Jennifer Bort Yacovissi’s debut novel, Up the Hill to Home, tells the story of four generations of a family in Washington, DC, from the Civil War to the Great Depression. Jenny is a member of PEN/America and the National Book Critics’ Circle, writes a monthly column for the Washington Independent Review of Books, and reviews regularly for both the Independent and the Historical Novels Review of the Historical Novel Society. She was chair of the 2018 Washington Writers Conference and is president of the Annapolis chapter of the Maryland Writers’ Association.

Laura Zam is an author, speaker, certified trauma professional, and sexuality educator whose work focuses on sexual healing and preventing violation. Her writing appears in the New York Times, Salon, the Huffington Post, and the Forward, as well as in seven anthologies. In 2013, Laura’s one-person play about healing in the aftermath of childhood sexual abuse, “Married Sex,” was presented at the New York International Fringe Festival and Off-Broadway. Find her on Twitter at @LauraZam.

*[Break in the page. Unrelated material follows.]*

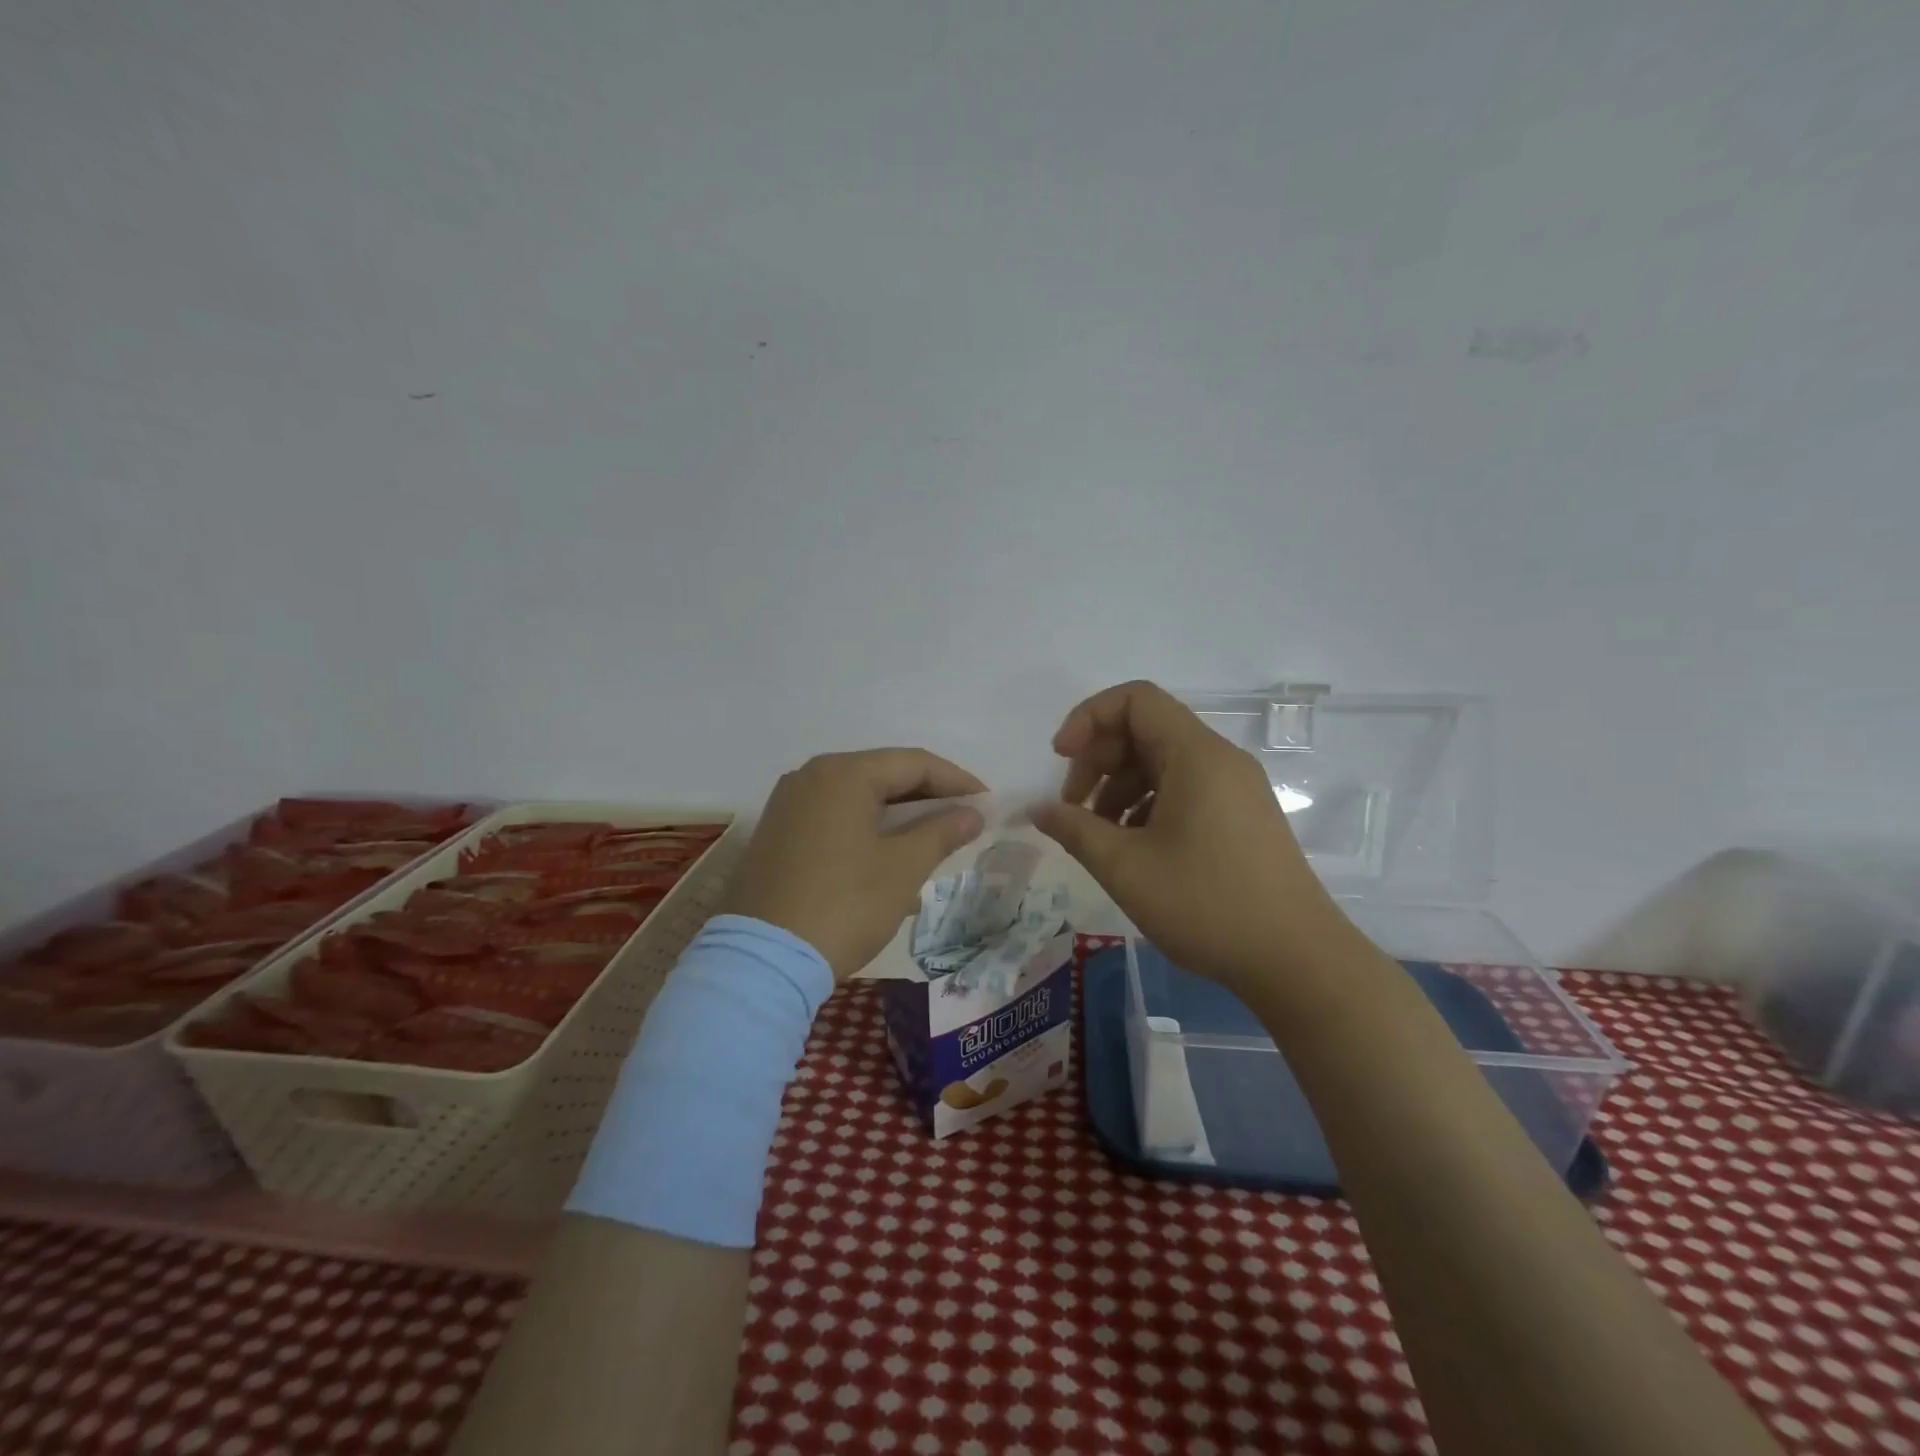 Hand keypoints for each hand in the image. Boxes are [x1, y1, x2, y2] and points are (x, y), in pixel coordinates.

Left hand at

Nadeem Zaman is the author of the novel In the Time of the Others (Picador India 2018) and the story collection Up in the Main House & Other Stories (Unnamed Press 2019)He was born in Dhaka, Bangladesh, and grew up there and in Chicago. He studied at the University of Illinois at Chicago and earned a Ph.D. in fiction and postcolonial studies at the University of Louisville. He lives in Maryland, where he teaches in the English department at St. Mary's College of Maryland.